The original story also stated that baptism candidates "have to go to one of Llano's hour-and-a-half sermons in his dirt-floor tent. Then the baptism takes an hour of quoting from the Bible."
Actually, the "hour-and-a-half sermon" was a regular daily Bible study offered in the camp. And the "hour of quoting from the Bible" was simply a normal baptismal service consisting of prayer, singing, Scripture and remarks by the officiating minister, the Army statement said.
The statement also cited an exemplary service record by Llano, who served in the military 10 years before leaving to enroll at Southwestern Baptist Theological Seminary in Texas. After graduation, he re-entered the Army as a chaplain.
"I am confident that Chaplain Llano does not, has not and will not use coercion in the exercise of his official responsibilities," said Col. Al Buckner, director of operations for the Chief of Chaplains office.
Dave Mullis, who coordinates military chaplaincy for the North American Mission Board, said he found the news story completely out of character with what he knew about both Southern Baptist beliefs and practice and military chaplaincy guidelines.

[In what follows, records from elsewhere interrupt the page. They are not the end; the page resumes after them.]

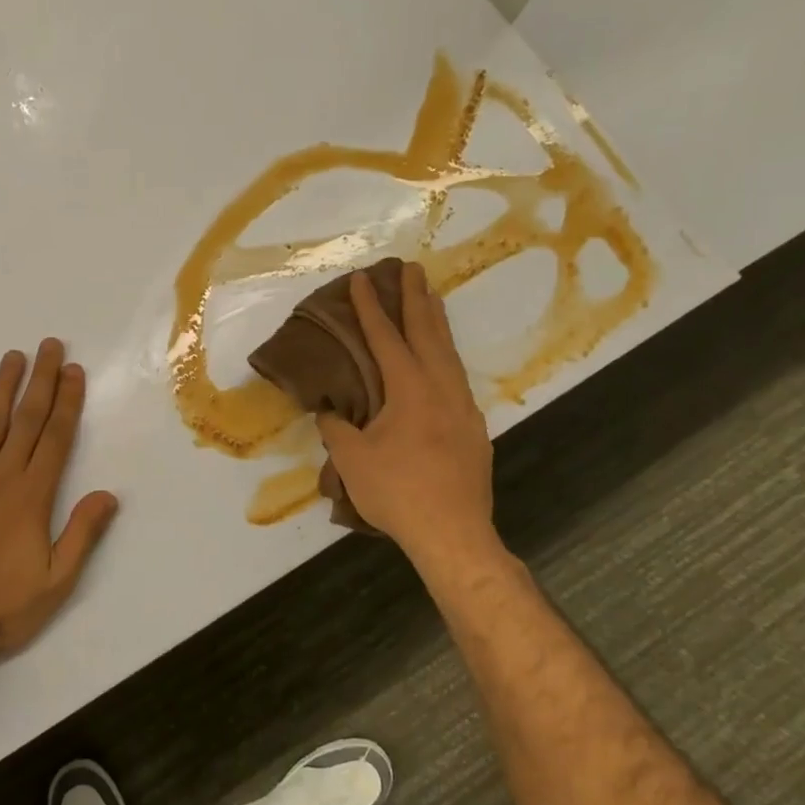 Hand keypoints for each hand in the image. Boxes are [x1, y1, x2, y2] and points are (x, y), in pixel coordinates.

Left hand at [0, 339, 119, 662]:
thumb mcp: (55, 582)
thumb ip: (82, 534)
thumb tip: (108, 494)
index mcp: (32, 496)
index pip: (55, 437)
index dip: (67, 402)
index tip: (74, 371)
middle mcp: (0, 478)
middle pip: (26, 420)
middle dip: (41, 380)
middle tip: (49, 346)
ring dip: (2, 389)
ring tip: (13, 357)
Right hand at [317, 262, 501, 560]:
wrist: (454, 535)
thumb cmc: (397, 493)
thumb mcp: (352, 460)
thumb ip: (336, 427)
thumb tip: (330, 410)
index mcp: (410, 389)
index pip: (386, 338)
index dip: (371, 307)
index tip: (362, 279)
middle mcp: (442, 388)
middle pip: (429, 333)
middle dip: (416, 299)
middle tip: (411, 269)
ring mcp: (463, 407)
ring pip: (449, 353)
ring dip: (436, 323)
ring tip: (430, 300)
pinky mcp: (473, 428)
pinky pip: (456, 376)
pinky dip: (445, 355)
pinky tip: (441, 361) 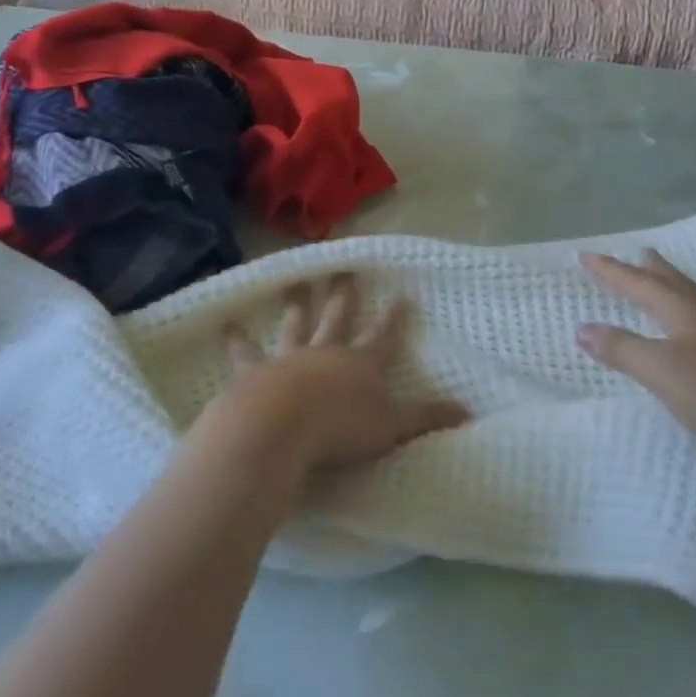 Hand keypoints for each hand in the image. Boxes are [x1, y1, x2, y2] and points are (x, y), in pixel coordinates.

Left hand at [216, 275, 468, 473]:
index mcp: (361, 365)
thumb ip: (427, 418)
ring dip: (296, 304)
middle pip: (338, 318)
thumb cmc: (341, 427)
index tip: (401, 294)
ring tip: (292, 281)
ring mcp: (289, 359)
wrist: (281, 426)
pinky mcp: (254, 372)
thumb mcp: (392, 426)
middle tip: (342, 269)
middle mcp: (327, 353)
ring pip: (295, 325)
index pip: (384, 336)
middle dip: (343, 294)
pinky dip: (236, 339)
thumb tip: (469, 412)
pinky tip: (226, 323)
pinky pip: (245, 352)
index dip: (393, 317)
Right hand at [577, 250, 695, 455]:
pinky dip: (692, 311)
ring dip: (674, 285)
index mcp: (681, 310)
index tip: (586, 255)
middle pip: (672, 282)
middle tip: (638, 251)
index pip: (637, 284)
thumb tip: (582, 328)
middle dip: (649, 269)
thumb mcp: (661, 371)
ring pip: (694, 298)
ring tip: (666, 279)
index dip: (610, 271)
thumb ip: (622, 349) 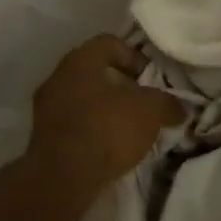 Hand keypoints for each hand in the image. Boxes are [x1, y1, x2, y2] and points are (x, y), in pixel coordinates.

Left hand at [27, 35, 183, 203]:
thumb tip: (179, 108)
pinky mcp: (42, 136)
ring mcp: (45, 107)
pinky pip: (74, 123)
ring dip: (105, 109)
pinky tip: (109, 147)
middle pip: (95, 71)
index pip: (109, 43)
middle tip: (142, 103)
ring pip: (83, 98)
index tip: (151, 79)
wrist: (64, 177)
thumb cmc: (107, 129)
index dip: (135, 56)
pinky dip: (92, 129)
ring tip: (128, 129)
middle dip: (121, 85)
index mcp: (80, 60)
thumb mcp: (150, 111)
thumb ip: (167, 103)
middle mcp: (57, 77) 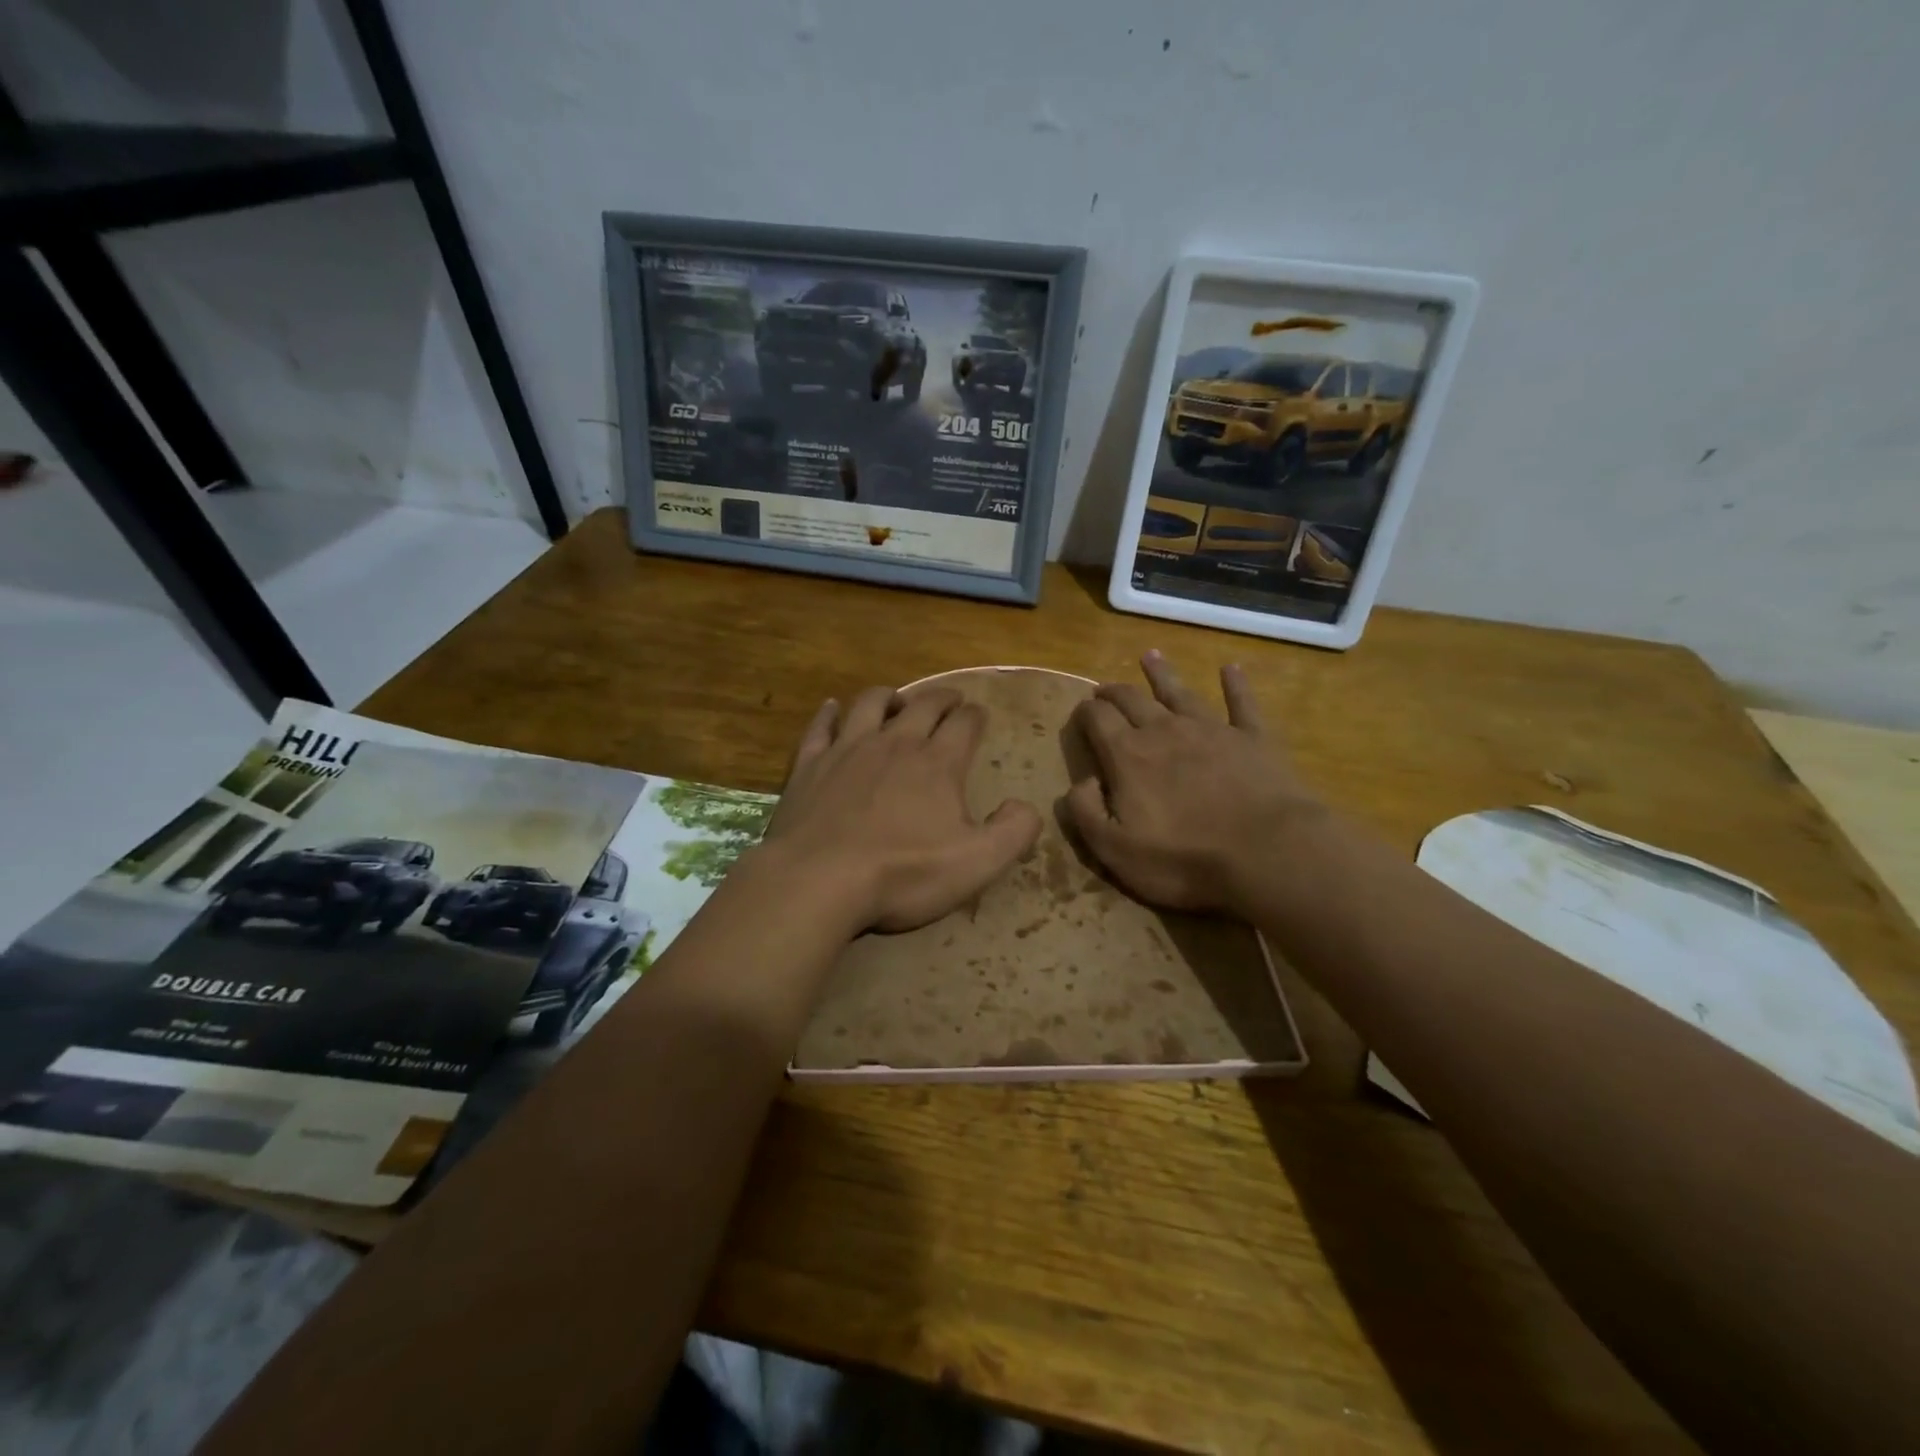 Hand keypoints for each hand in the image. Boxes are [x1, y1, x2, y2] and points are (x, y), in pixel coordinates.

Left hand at [761, 685, 1042, 934]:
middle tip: (951, 700)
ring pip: (871, 704)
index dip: (976, 716)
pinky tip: (831, 708)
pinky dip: (828, 714)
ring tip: (897, 699)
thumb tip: (1023, 805)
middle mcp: (895, 743)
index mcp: (938, 763)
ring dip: (889, 696)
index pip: (965, 724)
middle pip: (923, 705)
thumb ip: (1014, 831)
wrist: (819, 880)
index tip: (979, 715)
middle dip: (942, 698)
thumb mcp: (978, 863)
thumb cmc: (903, 874)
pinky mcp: (810, 764)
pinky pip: (821, 727)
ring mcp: (848, 749)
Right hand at [1066, 652, 1326, 914]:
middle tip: (1104, 689)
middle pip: (1133, 700)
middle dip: (1114, 692)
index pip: (1097, 719)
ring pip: (1179, 692)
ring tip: (1150, 656)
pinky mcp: (1253, 738)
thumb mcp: (1115, 850)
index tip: (1080, 713)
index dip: (1085, 713)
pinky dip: (1235, 684)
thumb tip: (1079, 782)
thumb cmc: (1184, 858)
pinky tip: (1231, 668)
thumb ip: (1085, 812)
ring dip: (1162, 674)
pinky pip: (1242, 703)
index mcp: (1128, 756)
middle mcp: (1165, 731)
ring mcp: (1212, 730)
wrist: (1267, 853) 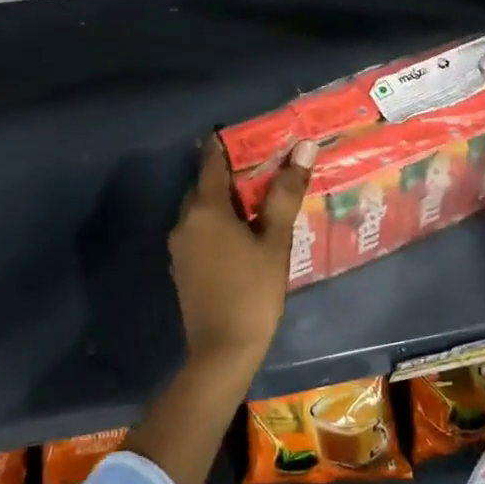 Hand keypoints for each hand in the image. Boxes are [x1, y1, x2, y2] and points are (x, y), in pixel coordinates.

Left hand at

"My first response was that it was not true. But we still want to make sure that any chaplain would not be conducting an ordinance of the church in such a coercive manner.... I am grateful, as reported through the Army Chief of Chaplains office, that the situation described in the article is not accurate."
In a Religion News Service report on the issue, Mark Seibel, managing editor of The Miami Herald, defended the original story by Meg Laughlin, a Herald reporter.
"I don't think the story suggested coercion," he said. "That's just how some people want to read it."
The Chief of Chaplains Office statement said Llano has conducted 57 baptisms at the base camp.
"Most were soldiers who already practiced a Christian religion and wanted to be baptized either as a reaffirmation of their faith or because they had never been baptized previously," the statement said.
"It is quite common for soldiers who do not actively practice religion in peacetime to turn to religion for comfort and solace in times of danger and grief. That is one reason why Army Chaplains are deployed with the troops and go wherever they go, risking their lives in the same way the soldiers do."
Southern Baptists currently have nearly 1,000 military chaplains serving around the world.